**EXERCISE PROMPT:**
Look through the material and copy each line holding "paths".
### RECORDS SUPPLIED
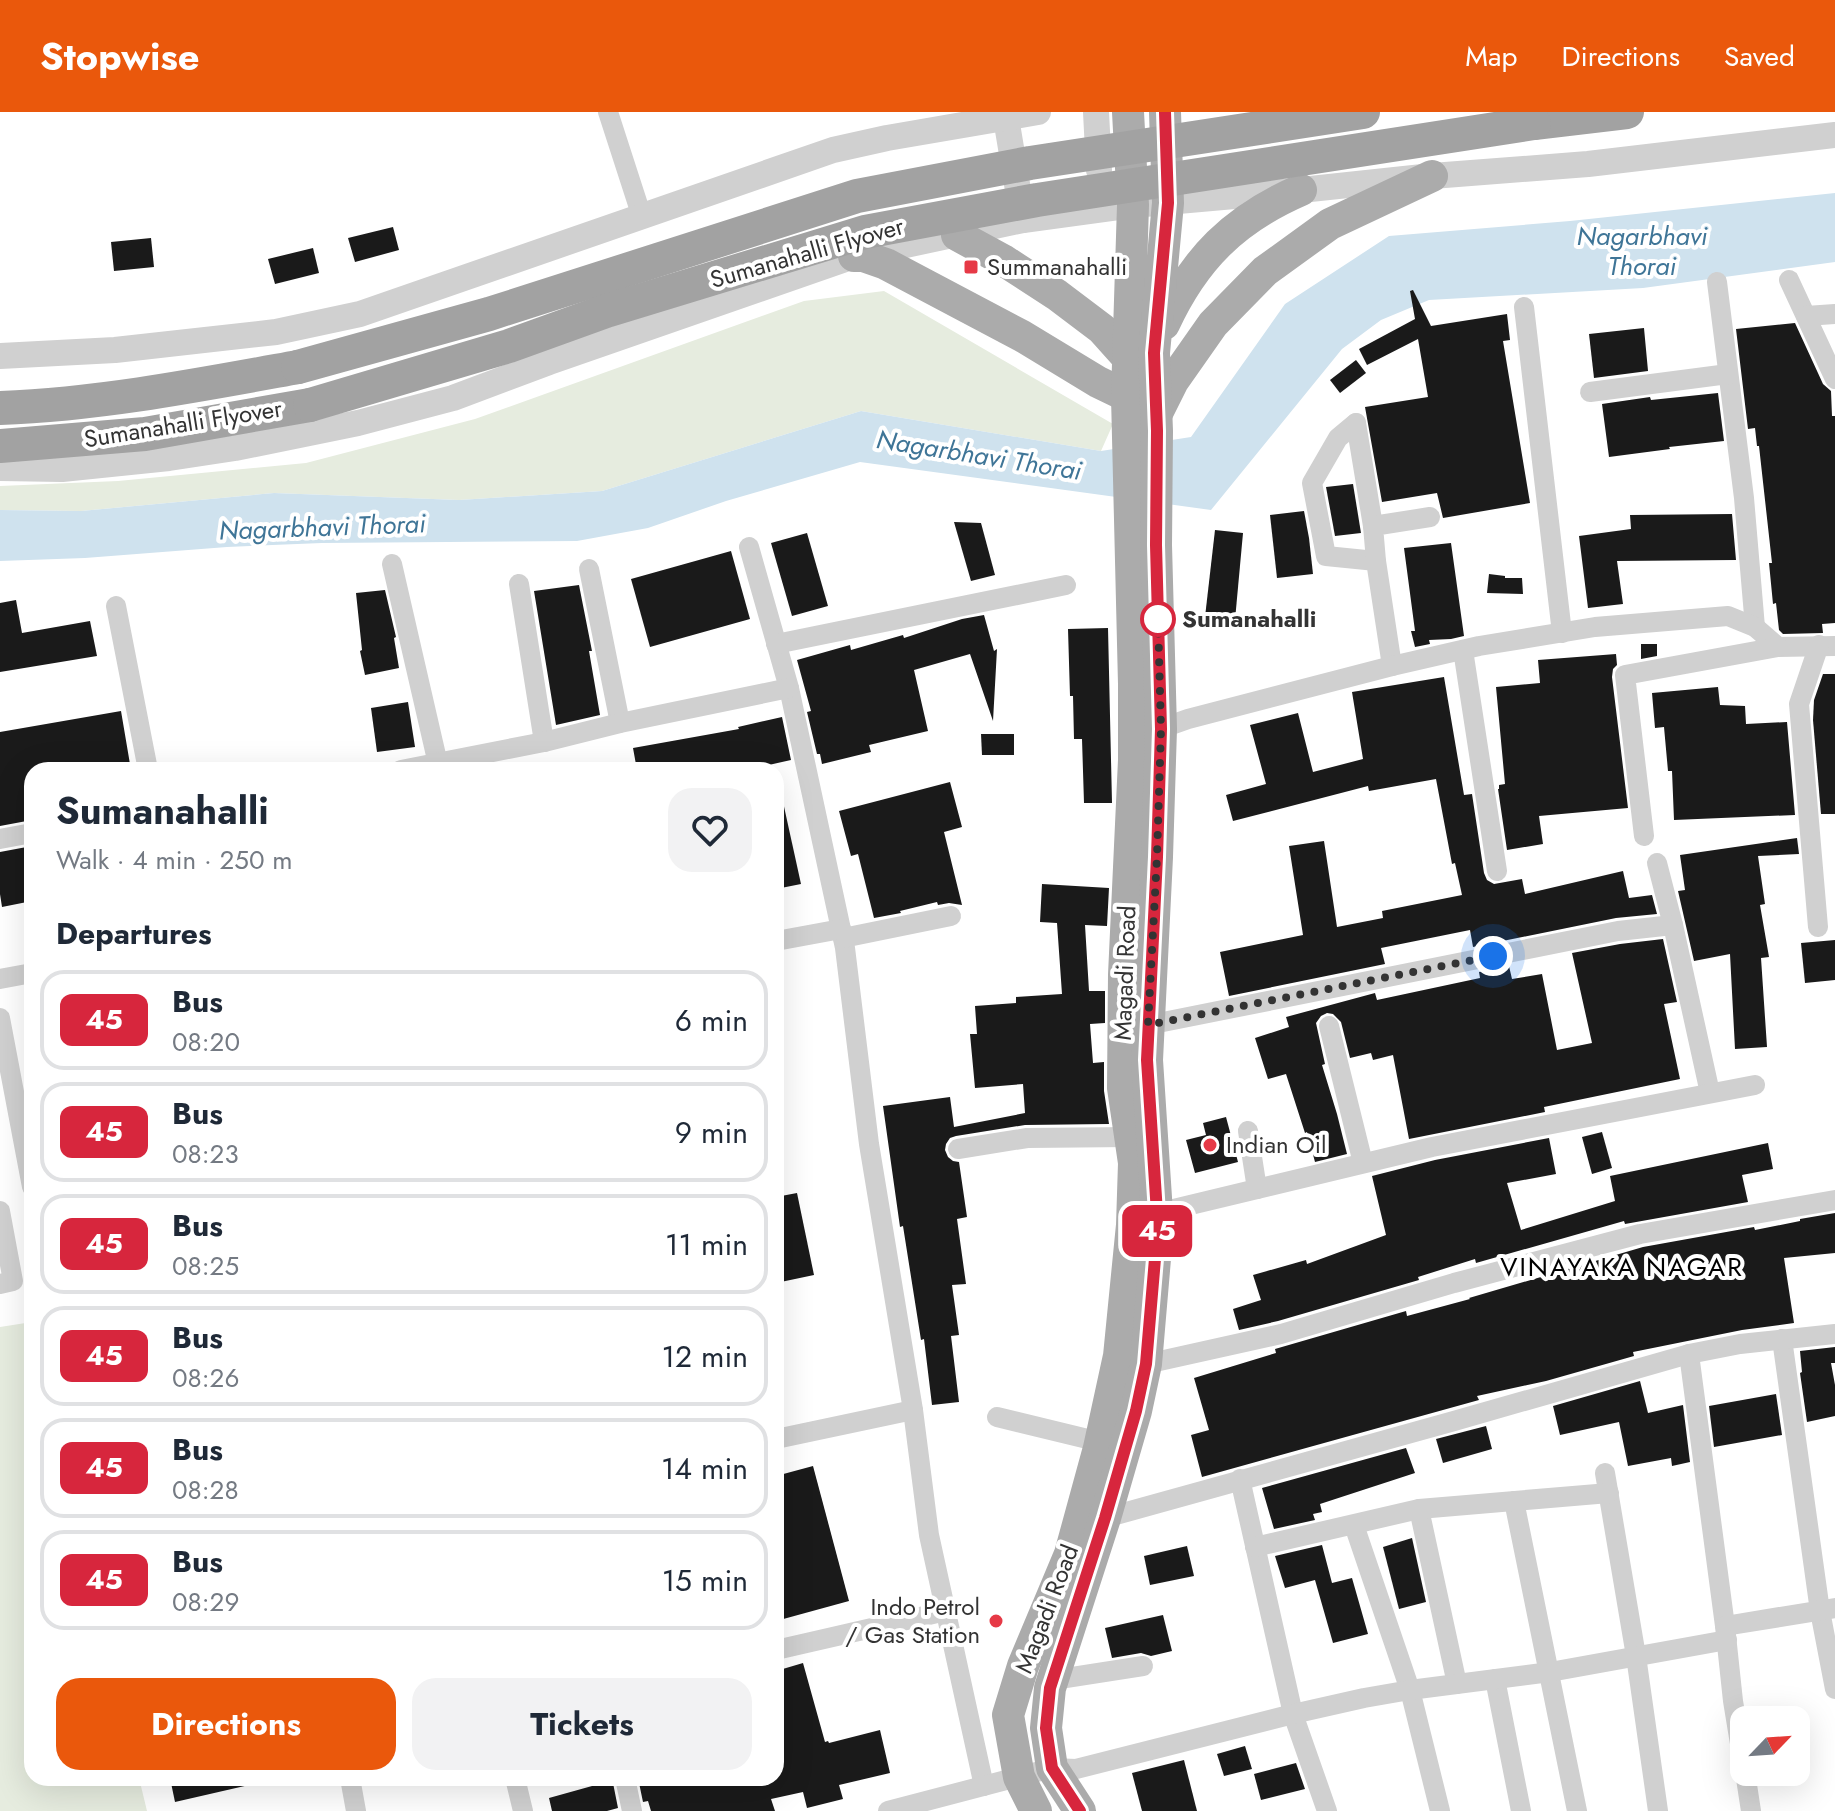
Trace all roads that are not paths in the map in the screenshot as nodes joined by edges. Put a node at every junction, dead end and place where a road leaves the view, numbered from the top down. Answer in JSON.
######
### RECORDS SUPPLIED
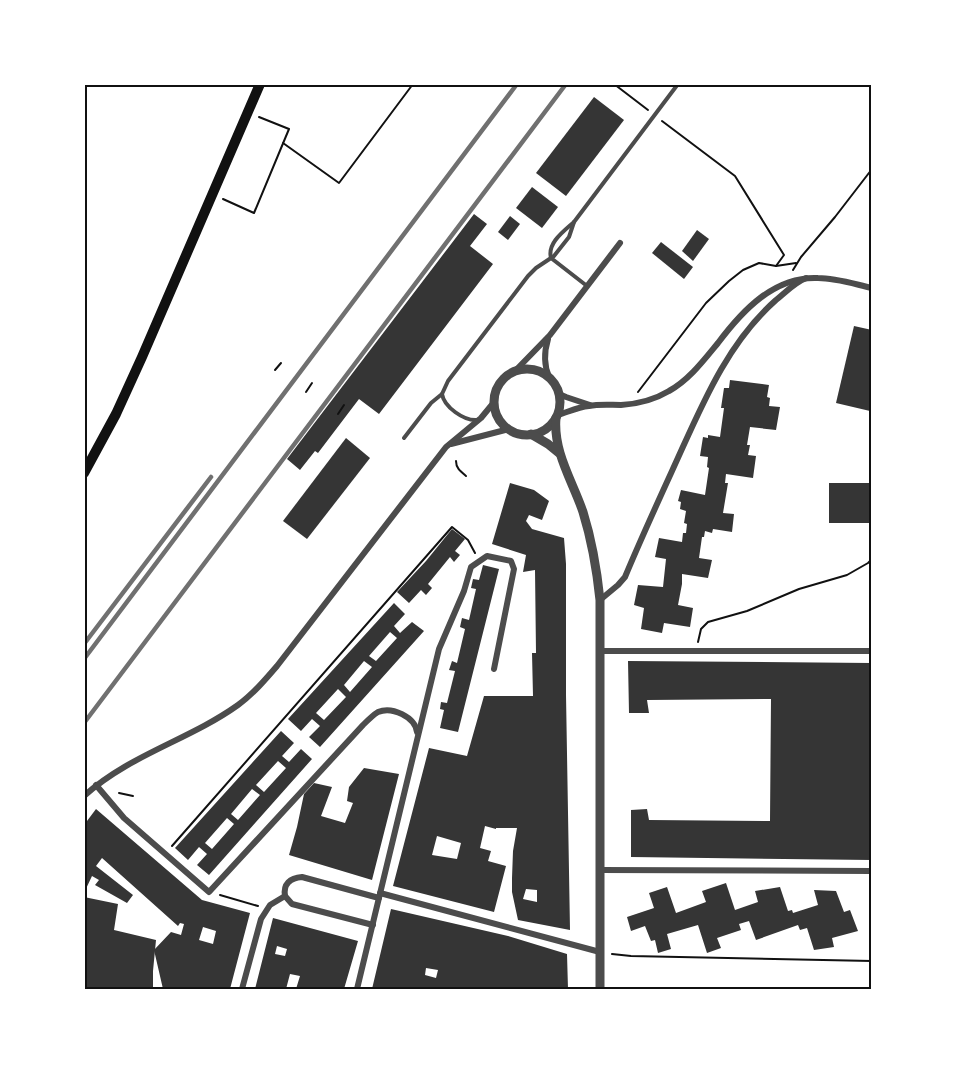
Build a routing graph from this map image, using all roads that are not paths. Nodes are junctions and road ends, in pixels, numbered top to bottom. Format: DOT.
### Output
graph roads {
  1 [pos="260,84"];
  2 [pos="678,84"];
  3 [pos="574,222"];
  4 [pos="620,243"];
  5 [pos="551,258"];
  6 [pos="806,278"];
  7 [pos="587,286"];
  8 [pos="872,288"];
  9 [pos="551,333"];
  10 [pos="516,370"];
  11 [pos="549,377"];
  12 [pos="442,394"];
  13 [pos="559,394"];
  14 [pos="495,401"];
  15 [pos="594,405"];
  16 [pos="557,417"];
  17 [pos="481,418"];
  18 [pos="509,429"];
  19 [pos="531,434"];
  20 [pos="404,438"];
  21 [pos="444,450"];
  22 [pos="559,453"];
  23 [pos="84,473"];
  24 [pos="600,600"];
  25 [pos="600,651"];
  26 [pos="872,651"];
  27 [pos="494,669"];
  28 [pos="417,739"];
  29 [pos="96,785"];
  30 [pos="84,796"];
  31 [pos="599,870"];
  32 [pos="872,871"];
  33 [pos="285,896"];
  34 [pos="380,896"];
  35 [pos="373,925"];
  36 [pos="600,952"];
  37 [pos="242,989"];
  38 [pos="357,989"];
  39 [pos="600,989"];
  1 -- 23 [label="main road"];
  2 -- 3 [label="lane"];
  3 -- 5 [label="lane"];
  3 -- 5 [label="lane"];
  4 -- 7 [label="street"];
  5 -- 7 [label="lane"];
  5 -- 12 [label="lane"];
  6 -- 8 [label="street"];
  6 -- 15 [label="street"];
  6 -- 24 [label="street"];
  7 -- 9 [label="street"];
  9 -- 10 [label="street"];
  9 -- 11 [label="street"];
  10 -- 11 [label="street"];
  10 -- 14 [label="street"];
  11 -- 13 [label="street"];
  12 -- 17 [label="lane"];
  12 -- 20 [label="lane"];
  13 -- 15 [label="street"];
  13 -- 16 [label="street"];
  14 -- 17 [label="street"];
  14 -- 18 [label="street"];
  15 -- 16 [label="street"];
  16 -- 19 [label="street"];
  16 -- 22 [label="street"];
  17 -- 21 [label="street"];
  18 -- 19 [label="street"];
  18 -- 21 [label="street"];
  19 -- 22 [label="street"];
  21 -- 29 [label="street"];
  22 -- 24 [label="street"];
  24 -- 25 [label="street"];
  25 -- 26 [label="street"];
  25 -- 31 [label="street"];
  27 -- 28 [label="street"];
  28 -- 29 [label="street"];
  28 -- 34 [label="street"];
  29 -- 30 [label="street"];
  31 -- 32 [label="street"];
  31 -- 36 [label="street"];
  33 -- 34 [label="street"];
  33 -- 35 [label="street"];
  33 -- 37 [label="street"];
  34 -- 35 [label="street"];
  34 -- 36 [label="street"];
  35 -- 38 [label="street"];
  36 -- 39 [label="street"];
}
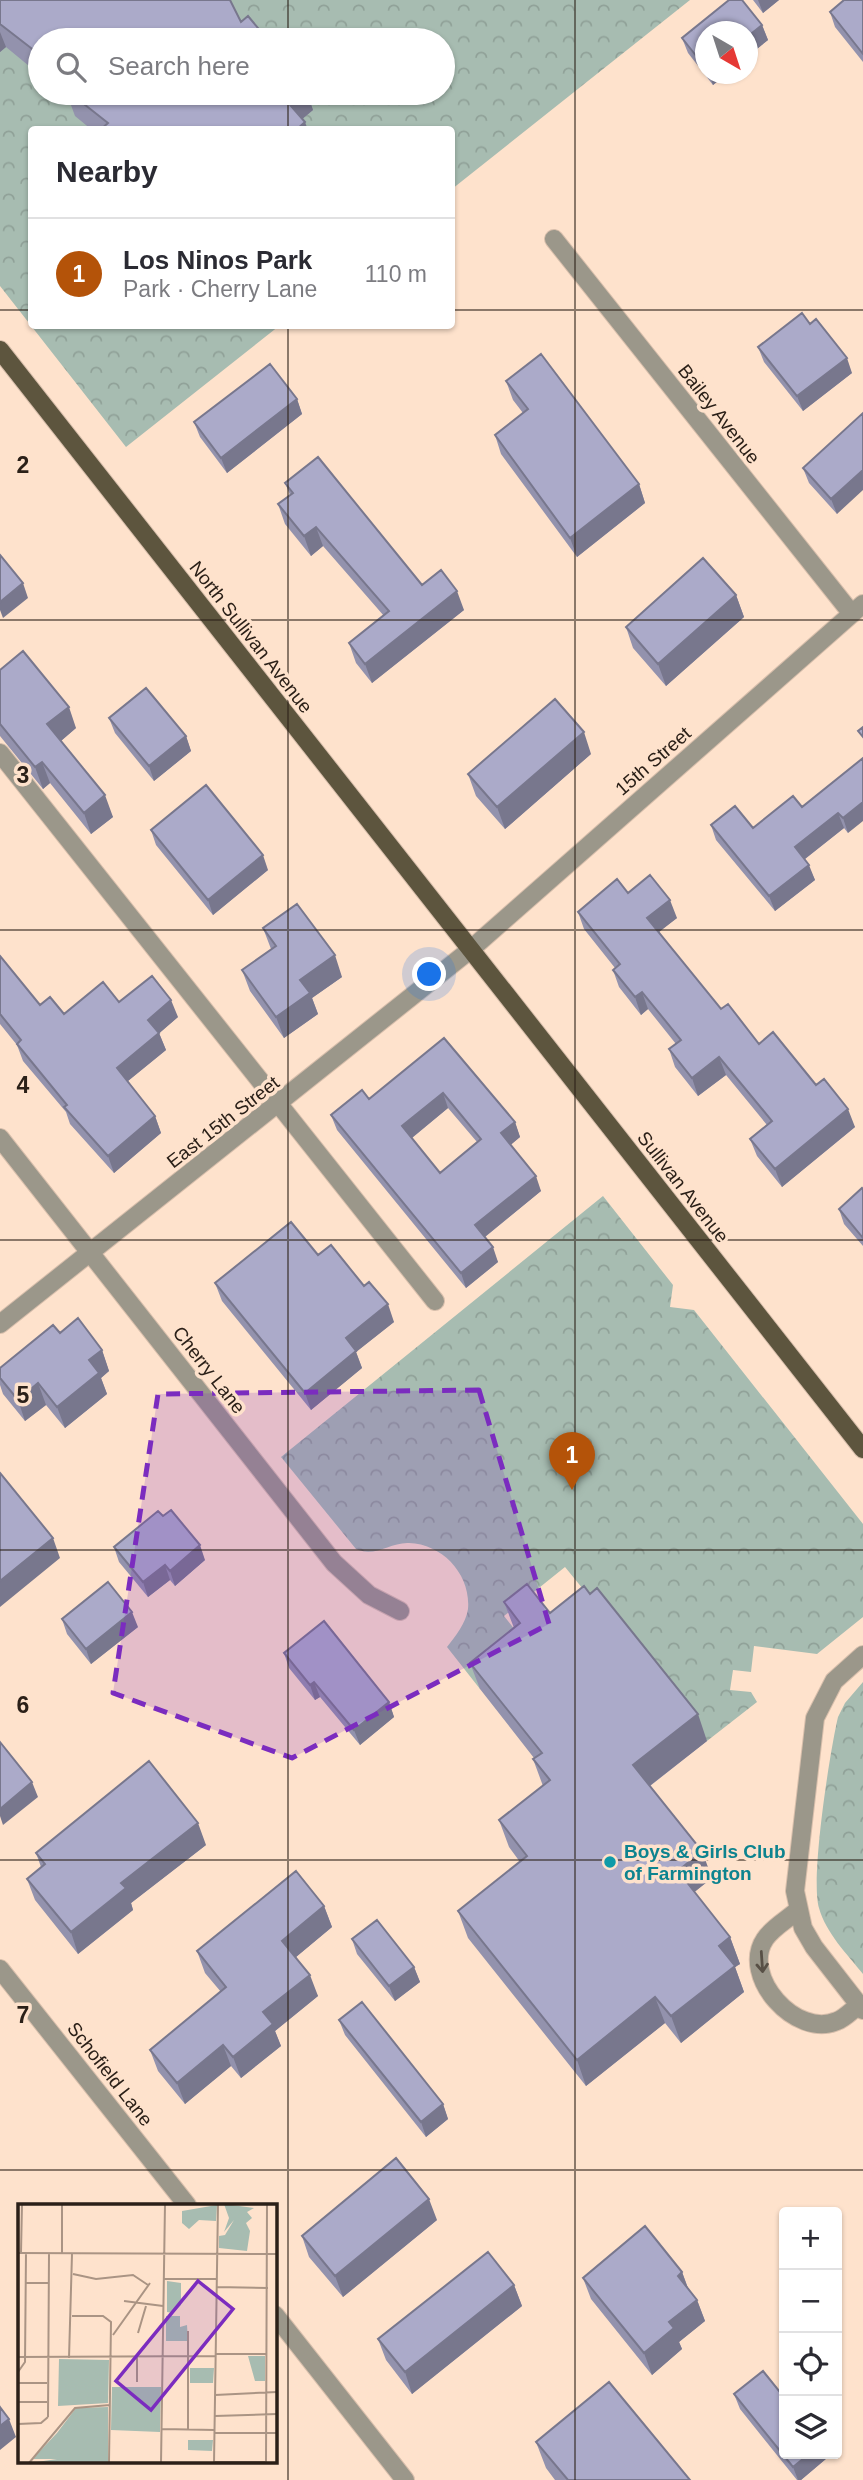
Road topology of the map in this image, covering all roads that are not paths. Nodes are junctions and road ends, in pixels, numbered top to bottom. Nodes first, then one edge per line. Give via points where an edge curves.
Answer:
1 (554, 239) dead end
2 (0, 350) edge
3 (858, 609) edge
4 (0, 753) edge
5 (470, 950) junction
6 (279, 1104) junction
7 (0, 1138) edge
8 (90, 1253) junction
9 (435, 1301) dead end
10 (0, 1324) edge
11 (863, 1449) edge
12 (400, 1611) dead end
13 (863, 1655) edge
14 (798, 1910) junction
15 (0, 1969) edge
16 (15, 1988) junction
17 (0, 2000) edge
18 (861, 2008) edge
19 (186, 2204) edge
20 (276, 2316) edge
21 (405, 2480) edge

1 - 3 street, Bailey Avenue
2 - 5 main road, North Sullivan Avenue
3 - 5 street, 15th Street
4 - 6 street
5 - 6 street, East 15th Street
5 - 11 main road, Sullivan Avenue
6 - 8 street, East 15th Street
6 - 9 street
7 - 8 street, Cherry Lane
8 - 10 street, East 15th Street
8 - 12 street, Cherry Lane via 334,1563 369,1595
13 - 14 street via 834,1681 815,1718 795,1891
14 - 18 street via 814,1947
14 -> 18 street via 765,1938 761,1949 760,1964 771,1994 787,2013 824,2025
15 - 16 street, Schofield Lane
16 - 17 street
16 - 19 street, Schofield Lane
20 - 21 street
######
**SOLUTION TO THE EXERCISE:**
Trace all roads that are not paths in the map in the screenshot as nodes joined by edges. Put a node at every junction, dead end and place where a road leaves the view, numbered from the top down. Answer in JSON.
Build a routing graph from this map image, using all roads that are not paths. Nodes are junctions and road ends, in pixels, numbered top to bottom. Format: DOT.
Road topology of the map in this image, covering all roads that are not paths. Nodes are junctions and road ends, in pixels, numbered top to bottom. Nodes first, then one edge per line. Give via points where an edge curves.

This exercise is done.